BRIEF -
Each line below that contains the word "Sopra" must be copied.

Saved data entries
- - -

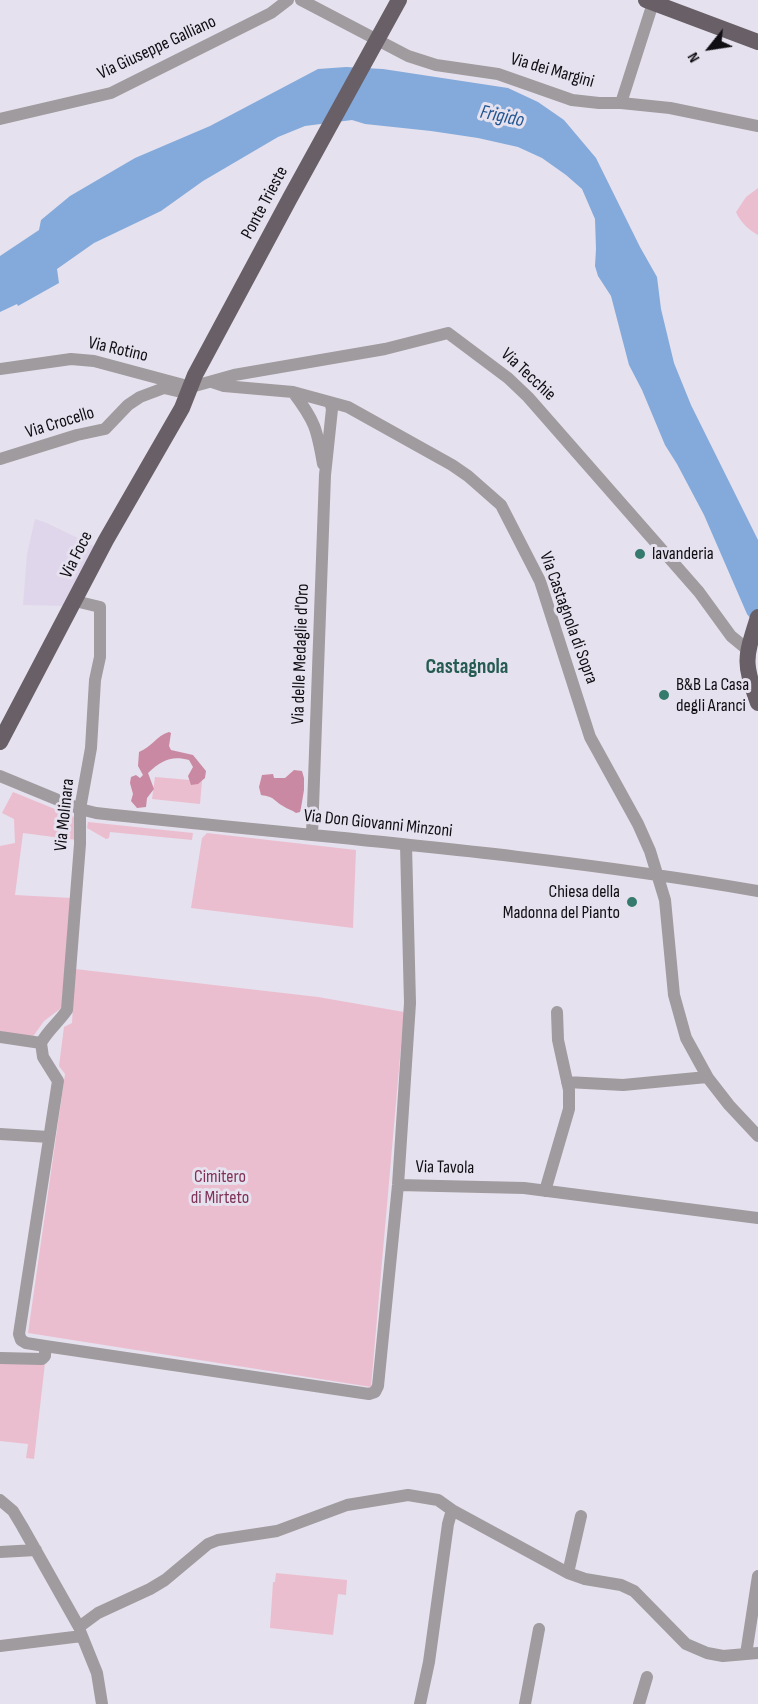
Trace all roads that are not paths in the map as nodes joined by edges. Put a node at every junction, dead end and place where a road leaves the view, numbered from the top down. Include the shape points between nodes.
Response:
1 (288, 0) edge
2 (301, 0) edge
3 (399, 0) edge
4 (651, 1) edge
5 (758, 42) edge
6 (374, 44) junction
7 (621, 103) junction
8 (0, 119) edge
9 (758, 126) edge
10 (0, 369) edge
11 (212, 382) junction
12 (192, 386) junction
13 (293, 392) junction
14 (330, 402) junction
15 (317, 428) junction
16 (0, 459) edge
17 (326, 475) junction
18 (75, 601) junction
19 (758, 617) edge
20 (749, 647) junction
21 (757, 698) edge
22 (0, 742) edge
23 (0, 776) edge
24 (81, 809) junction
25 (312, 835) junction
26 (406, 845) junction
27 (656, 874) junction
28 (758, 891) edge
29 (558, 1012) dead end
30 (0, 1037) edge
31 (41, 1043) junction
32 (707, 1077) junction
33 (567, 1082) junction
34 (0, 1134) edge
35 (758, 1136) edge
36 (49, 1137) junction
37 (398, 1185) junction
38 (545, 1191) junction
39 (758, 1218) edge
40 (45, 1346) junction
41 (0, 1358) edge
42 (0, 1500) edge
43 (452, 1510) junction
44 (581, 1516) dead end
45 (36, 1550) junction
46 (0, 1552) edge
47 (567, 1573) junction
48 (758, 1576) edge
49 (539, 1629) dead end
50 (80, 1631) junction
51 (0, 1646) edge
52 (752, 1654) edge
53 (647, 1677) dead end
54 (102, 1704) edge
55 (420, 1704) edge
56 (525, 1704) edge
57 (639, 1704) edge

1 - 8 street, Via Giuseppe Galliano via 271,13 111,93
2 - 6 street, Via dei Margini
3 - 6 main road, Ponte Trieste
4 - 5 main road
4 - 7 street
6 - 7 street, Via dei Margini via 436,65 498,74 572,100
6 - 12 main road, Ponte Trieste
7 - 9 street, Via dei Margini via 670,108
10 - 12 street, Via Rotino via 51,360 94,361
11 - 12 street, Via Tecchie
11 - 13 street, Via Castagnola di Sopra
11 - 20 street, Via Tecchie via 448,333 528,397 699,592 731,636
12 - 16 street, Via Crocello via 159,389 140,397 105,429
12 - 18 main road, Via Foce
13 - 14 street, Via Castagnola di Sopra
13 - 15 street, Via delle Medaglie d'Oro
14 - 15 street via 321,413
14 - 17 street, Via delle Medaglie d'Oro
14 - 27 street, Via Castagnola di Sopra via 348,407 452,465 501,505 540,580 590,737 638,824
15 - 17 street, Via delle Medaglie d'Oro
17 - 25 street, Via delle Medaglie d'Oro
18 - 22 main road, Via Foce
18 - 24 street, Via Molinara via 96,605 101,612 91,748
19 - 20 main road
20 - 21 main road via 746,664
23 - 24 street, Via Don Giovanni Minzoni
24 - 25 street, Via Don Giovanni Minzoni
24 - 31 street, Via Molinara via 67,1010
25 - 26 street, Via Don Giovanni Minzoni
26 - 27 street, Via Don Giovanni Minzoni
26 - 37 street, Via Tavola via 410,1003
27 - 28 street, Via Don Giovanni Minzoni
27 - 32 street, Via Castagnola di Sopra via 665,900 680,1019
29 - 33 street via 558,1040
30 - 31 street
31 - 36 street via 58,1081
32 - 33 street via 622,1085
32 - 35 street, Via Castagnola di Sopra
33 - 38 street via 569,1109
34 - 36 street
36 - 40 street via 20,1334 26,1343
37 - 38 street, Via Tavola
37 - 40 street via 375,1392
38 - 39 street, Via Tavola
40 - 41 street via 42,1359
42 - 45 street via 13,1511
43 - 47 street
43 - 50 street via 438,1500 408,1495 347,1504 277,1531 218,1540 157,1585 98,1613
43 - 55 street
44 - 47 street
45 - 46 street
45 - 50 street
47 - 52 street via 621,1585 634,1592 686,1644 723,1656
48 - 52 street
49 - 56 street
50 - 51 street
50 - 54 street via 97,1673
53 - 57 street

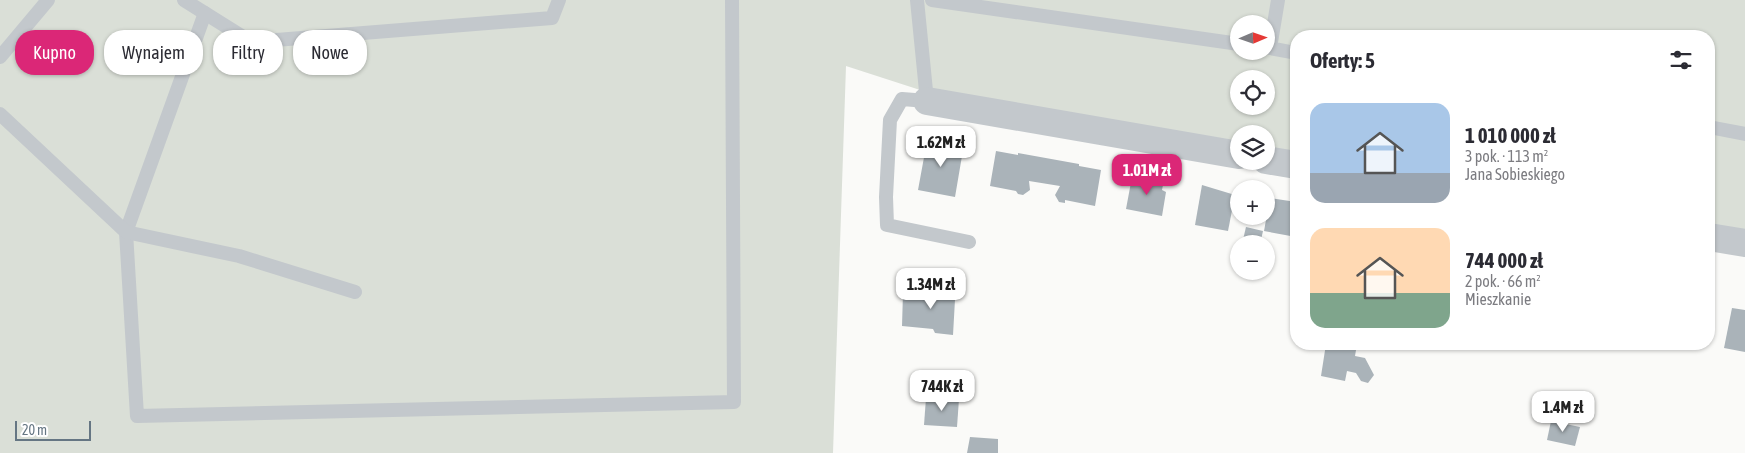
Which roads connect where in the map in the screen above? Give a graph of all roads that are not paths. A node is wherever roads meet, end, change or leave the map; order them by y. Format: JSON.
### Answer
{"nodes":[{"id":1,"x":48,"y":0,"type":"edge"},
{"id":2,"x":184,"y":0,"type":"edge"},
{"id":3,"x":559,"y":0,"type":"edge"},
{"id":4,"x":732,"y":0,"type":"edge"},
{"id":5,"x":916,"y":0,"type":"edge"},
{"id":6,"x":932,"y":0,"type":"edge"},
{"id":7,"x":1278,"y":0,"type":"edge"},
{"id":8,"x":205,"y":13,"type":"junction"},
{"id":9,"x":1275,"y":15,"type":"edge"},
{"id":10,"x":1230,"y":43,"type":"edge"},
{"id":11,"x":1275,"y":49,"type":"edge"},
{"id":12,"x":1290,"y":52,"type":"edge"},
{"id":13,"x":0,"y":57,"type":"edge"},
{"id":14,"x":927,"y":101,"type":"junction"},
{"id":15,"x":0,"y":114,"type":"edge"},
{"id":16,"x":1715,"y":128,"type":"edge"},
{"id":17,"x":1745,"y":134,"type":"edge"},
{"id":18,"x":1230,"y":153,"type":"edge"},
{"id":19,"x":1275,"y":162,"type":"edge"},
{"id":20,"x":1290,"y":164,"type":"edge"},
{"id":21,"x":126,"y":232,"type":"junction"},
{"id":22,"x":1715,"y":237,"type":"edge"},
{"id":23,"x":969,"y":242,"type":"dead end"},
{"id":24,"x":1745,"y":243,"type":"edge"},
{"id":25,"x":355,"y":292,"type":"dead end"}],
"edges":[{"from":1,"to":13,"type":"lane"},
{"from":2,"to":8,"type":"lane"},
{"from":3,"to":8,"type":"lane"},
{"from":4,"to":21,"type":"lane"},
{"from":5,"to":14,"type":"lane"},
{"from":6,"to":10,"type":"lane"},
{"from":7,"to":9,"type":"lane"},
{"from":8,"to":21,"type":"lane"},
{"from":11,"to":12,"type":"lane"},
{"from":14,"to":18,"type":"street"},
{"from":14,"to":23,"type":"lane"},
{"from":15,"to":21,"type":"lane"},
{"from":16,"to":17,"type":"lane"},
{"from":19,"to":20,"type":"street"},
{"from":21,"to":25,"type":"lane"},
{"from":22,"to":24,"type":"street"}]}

- - -

WRITTEN ANSWER -
11 - 13 street, Via Castagnola di Sopra
13 - 14 street, Via Castagnola di Sopra
14 - 27 street, Via Castagnola di Sopra via 348,407 452,465 501,505 540,580 590,737 638,824
27 - 32 street, Via Castagnola di Sopra via 665,900 680,1019
32 - 35 street, Via Castagnola di Sopra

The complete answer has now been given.